A spokesman for the Ministry of Health – Manatū Hauora – says: “Any suitably qualified and trained health professional, such as a pediatrician, psychologist, psychiatrist or general practitioner, can diagnose ADHD.”

ADHD.

However, because diagnosing ADHD requires a detailed examination that can take one to three hours, the clinical capacity of primary care physicians to diagnose someone in a typical 15-minute appointment makes this difficult.

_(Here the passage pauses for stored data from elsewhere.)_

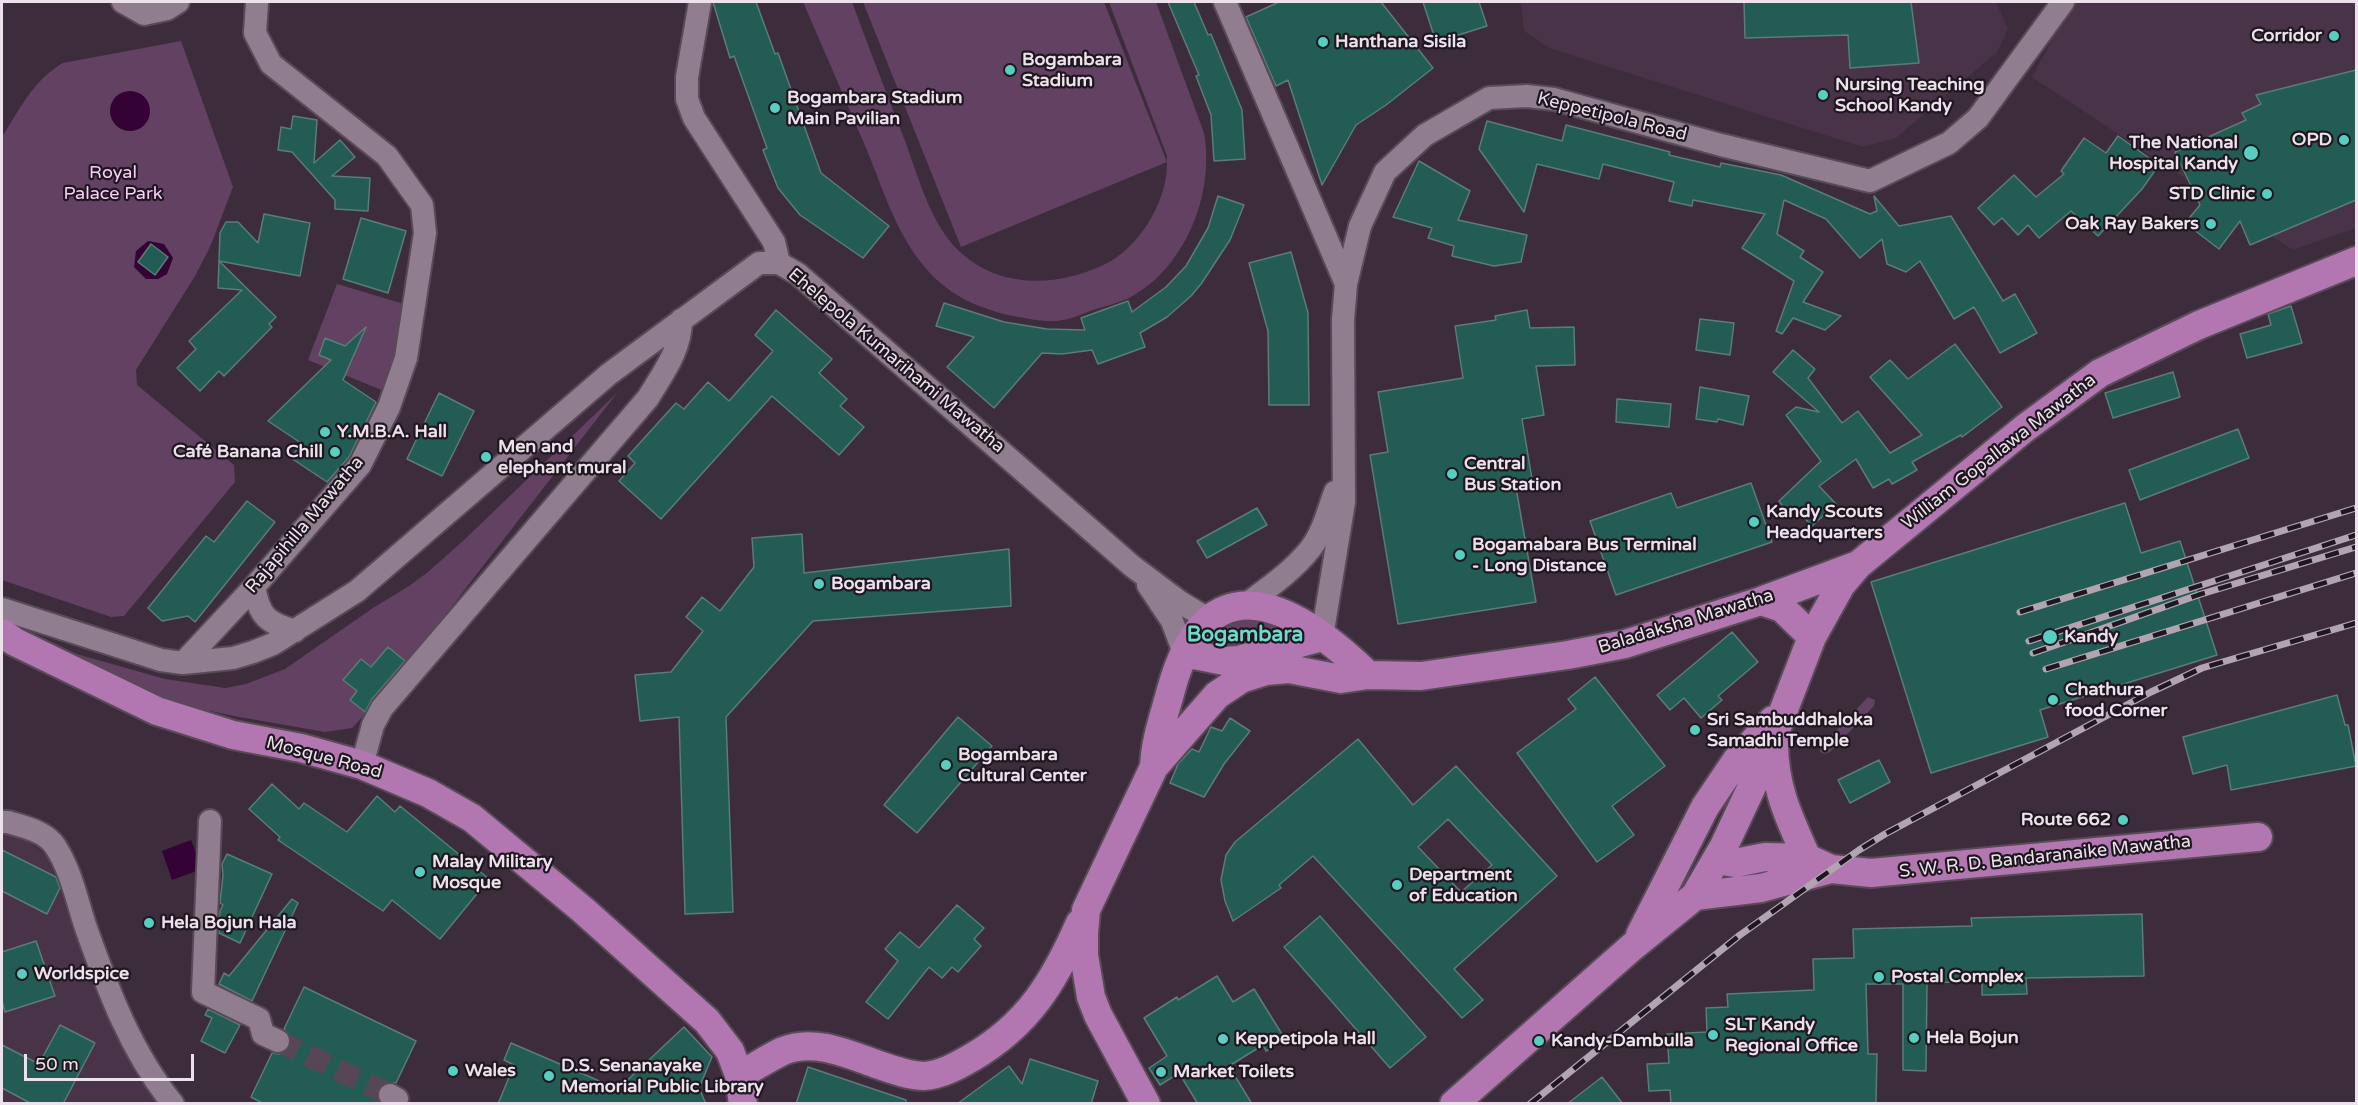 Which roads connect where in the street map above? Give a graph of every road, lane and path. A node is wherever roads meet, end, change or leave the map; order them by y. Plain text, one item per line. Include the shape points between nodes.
1 (123, 2) edge
2 (178, 2) edge
3 (257, 2) edge
4 (700, 2) edge
5 (1225, 2) edge
6 (2063, 2) edge
7 (2356, 261) edge
8 (779, 263) junction
9 (1346, 284) junction
10 (681, 320) junction
11 (1344, 465) junction
12 (1858, 565) junction
13 (1132, 566) junction
14 (254, 587) junction
15 (1761, 601) junction
16 (1245, 605) junction
17 (2, 609) edge
18 (1208, 619) junction
19 (295, 631) junction
20 (2, 633) edge
21 (1322, 637) junction
22 (1812, 637) junction
23 (1184, 653) junction
24 (183, 663) junction
25 (1368, 675) junction
26 (1785, 708) junction
27 (1774, 735) junction
28 (362, 765) junction
29 (1154, 767) junction
30 (210, 821) dead end
31 (2, 822) edge
32 (2258, 837) dead end
33 (1716, 860) junction
34 (1819, 864) junction
35 (1695, 896) junction
36 (1086, 910) junction
37 (1632, 948) junction
38 (278, 1041) tunnel mouth
39 (739, 1075) junction
40 (173, 1104) edge
41 (743, 1104) edge
42 (1146, 1104) edge
43 (1454, 1104) edge

1 - 2 street via 144,14
3 - 14 street, Rajapihilla Mawatha via 255,33 272,64 387,156 423,205 425,233 406,358 389,407 360,465
4 - 8 street, Ehelepola Kumarihami Mawatha via 687,76 687,99 694,118 774,242
5 - 9 street
6 - 9 street, Keppetipola Road via 1978,117 1949,143 1870,181 1554,99 1489,98 1425,135 1385,172 1360,226
7 - 12 main road, William Gopallawa Mawatha via 2199,325 2100,373 2025,428
8 - 10 street via 759,263
8 - 13 street, Ehelepola Kumarihami Mawatha via 798,274
9 - 11 street, Keppetipola Road
10 - 19 street via 609,374 357,591
10 - 28 street via 677,349 648,398 382,708
11 - 16 street, Keppetipola Road via 1312,547 1290,571
11 - 21 street, Keppetipola Road via 1344,502
12 - 15 main road, Baladaksha Mawatha
12 - 22 main road, William Gopallawa Mawatha via 1841,585
13 - 18 street, Ehelepola Kumarihami Mawatha
13 - 23 street via 1165,609
14 - 19 street via 258,610 273,624
14 - 24 street, Rajapihilla Mawatha
15 - 22 main road via 1782,608
15 - 25 main road, Baladaksha Mawatha via 1625,644 1568,655 1421,676
16 - 18 main road via 1217,612
16 - 21 main road via 1278,610
17 - 24 street via 161,660
18 - 23 main road
19 - 24 street via 273,644 233,658
20 - 28 main road, Mosque Road via 157,711 233,735
21 - 23 main road via 1238,660
21 - 25 main road
22 - 26 main road, William Gopallawa Mawatha
23 - 29 main road via 1155,748
25 - 29 main road, Baladaksha Mawatha via 1341,679 1279,669 1254,674 1212,699
26 - 27 main road, William Gopallawa Mawatha
26 - 37 main road via 1736,761 1705,807
27 - 33 main road, William Gopallawa Mawatha
27 - 34 main road, William Gopallawa Mawatha via 1774,765 1782,801
28 - 39 main road, Mosque Road via 428,793 472,818 707,1021 730,1051
29 - 36 main road
30 - 38 street via 203,992 259,1019 263,1034
31 - 40 street via 44,835 55,846 117,1011 143,1060
32 - 34 main road, S. W. R. D. Bandaranaike Mawatha via 1892,872 1851,873
33 - 34 main road, S. W. R. D. Bandaranaike Mawatha via 1735,863 1765,856
33 - 35 main road, William Gopallawa Mawatha
34 - 35 main road via 1761,888
35 - 37 main road
36 - 39 main road via 1054,978 1024,1018 960,1065 925,1076 834,1049 808,1047 784,1051
36 - 42 main road via 1084,955 1091,997
37 - 43 main road
39 - 41 main road, Mosque Road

But even if a GP could diagnose someone, only a pediatrician or psychiatrist could prescribe ADHD stimulants like methylphenidate — known as Ritalin — because they’re classified as a Class B drug under the Misuse of Drugs Act 1977.

Even with a primary care physician’s diagnosis, someone with ADHD would need to repeat that diagnosis with a pediatrician or psychiatrist anyway.

Doctors are ready to help

Bryan Betty says, “There are already a number of GPs who are interested in ADHD and want to go down that path if the system allows them to.”

“There is no reason someone who has been correctly diagnosed with ADHD and is responding appropriately to medication, over time seeing the same specialist for their problem who knows what is happening and their medical history, should not be treated by their primary care physician can.

“It’s unacceptable what’s going on here,” Betty says.

Two-year repeat prescription criteria must be reviewed

Betty says RNZCGP is focusing its energies on allowing GPs to repeat prescriptions every two years and has written to Pharmac to quickly address this issue.

“ADHD medication is the only area where this biennial re-prescribing by a psychiatrist actually happens,” says Betty.

Pharmaceutical Operations Manager Lisa Williams said she has agreed to review eligibility criteria for renewal and restrictions on prescribing physicians for the funded ADHD drugs methylphenidate and dexamfetamine.

A doctor prescribes a pharmacy for the patient.

​“Before changes are made, we need clinical, legal and health economic input to help us assess potential impacts. We would also review and ensure that any changes would support broader changes in how health services are delivered to ensure equitable and safe access to treatment.”

A Medsafe spokesman says the misuse and abuse of ADHD drugs like methylphenidate (Ritalin) is an “ongoing challenge in many countries, including New Zealand,” which is why it’s heavily controlled.

“The decision to take ADHD drugs, which are currently classified as narcotics, out of the Drug Abuse Act and classify them as prescription-only drugs can only be made through an amendment to the law.”

Other ways to minimize ADHD drug abuse are needed

Ben Mitchell says it doesn’t make sense to him why ADHD meds are being singled out.

“There will always be people abusing drugs or abusing the system,” he says.

“But it doesn’t make sense why people with ADHD have to go through all this when people who leave the hospital are often handed potent prescription painkillers — which we know are addictive — and no one seems to bat an eyelid.

“So there has to be a better way to know that people are abusing the drug than to make it extremely difficult for everyone to get the drugs they need,” he says.

Work to improve ADHD diagnosis and treatment in progress

Department of Health officials have begun working with ADHD New Zealand and other agencies including Pharmac, Te Whatu Ora and Whaikaha to determine what can be done to support people with ADHD.

“Although this work is still in its very early stages, it will ultimately help people have access to early diagnosis and consistent treatment, which is key to reducing the impact the condition has on people with ADHD.” , says a spokesman for the Ministry of Health.

“While stimulants are often a core element in treating ADHD, other treatments in combination with medications are effective or may be helpful on their own; This includes cognitive behavioral therapy, parent/family training, and adjustments and support in educational and employment settings.”